Screening of female family members of von Willebrand disease patients: utility of a modified screening tool in a high-risk population

Introduction: Family members of Von Willebrand disease (VWD) patients may have low levels of VWF without major bleeding episodes and often remain undiagnosed. Aim: The purpose of this study was to assess the utility of a modified Screening Tool in identifying previously untested reproductive age female family members of VWD patients for haemostatic evaluation. Methods: Ninety-four reproductive age women including 41 previously untested family members of VWD patients, 26 previously diagnosed VWD patients and 27 healthy controls were administered a modified Screening Tool and had blood drawn for CBC, ferritin, and VWF testing.
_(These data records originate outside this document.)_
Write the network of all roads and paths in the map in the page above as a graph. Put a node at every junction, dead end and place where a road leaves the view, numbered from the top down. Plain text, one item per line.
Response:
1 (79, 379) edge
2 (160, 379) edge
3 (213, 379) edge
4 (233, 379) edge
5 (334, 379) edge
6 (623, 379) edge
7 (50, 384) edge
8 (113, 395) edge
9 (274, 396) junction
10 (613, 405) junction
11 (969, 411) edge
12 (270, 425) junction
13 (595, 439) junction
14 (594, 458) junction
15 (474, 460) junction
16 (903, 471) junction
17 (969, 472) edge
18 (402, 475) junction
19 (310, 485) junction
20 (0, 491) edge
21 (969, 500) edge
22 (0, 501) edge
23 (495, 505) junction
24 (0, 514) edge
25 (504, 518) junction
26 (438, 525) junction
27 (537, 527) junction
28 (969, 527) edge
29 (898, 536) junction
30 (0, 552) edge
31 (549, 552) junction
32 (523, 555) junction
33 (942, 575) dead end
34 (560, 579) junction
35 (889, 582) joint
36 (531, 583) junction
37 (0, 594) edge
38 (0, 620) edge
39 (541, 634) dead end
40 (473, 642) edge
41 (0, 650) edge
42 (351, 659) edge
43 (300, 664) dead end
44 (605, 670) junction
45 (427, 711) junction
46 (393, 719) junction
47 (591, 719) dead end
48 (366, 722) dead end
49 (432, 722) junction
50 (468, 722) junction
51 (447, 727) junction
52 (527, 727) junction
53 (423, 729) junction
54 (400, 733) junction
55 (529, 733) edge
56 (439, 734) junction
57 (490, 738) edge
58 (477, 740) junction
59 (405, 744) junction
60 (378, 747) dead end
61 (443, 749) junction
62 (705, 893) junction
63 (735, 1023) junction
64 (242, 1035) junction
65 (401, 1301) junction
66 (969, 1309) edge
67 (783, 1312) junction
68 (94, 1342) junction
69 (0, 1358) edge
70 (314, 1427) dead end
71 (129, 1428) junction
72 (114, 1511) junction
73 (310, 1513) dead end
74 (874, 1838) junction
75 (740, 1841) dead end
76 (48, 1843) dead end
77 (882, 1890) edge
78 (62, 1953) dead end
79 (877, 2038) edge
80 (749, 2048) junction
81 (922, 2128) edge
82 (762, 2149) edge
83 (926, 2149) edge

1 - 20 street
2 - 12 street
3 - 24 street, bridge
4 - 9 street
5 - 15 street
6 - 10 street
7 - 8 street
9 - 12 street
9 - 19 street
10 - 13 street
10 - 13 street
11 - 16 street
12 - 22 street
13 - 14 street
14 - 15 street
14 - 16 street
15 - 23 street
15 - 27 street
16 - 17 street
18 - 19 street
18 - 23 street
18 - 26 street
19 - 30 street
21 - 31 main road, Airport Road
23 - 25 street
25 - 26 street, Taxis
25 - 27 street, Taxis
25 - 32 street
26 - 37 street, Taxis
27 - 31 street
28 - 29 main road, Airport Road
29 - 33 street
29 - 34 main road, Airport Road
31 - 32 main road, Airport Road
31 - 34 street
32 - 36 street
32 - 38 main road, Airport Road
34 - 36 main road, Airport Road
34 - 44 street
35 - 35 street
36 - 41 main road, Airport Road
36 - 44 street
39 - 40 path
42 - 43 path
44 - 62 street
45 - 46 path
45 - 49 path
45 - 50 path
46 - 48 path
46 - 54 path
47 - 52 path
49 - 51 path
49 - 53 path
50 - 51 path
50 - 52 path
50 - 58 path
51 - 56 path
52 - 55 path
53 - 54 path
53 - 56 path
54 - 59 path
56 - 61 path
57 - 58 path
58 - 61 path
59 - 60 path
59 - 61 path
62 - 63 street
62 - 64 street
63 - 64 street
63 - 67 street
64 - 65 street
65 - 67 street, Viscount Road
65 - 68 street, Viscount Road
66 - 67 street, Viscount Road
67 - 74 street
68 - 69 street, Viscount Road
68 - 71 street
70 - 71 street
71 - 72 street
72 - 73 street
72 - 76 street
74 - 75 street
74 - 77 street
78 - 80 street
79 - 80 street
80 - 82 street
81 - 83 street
Participants completed a pictorial blood assessment chart (PBAC) with menses. Results: The modified Screening Tool was positive in 32% family members, 77% VWD patients, and 19% controls (P < 0.001). Combined with low ferritin, the modified Screening Tool was positive in 66% family members, 92% VWD patients, and 44% controls (P = 0.001). In family members, incorporating low ferritin with the modified Screening Tool resulted in a sensitivity of 86% (95% CI, 42–100) and negative predictive value of 93% (95% CI, 66–100). In the control group, NPV was between 92% and 95% for the modified Screening Tool and also for the modified Screening Tool combined with low ferritin or a positive PBAC. Conclusion: These data in a racially diverse population suggest the usefulness of a simple, easy to administer modified Screening Tool. In conjunction with ferritin it could be used in a primary care setting to stratify reproductive age women with a family history of VWD for haemostatic evaluation.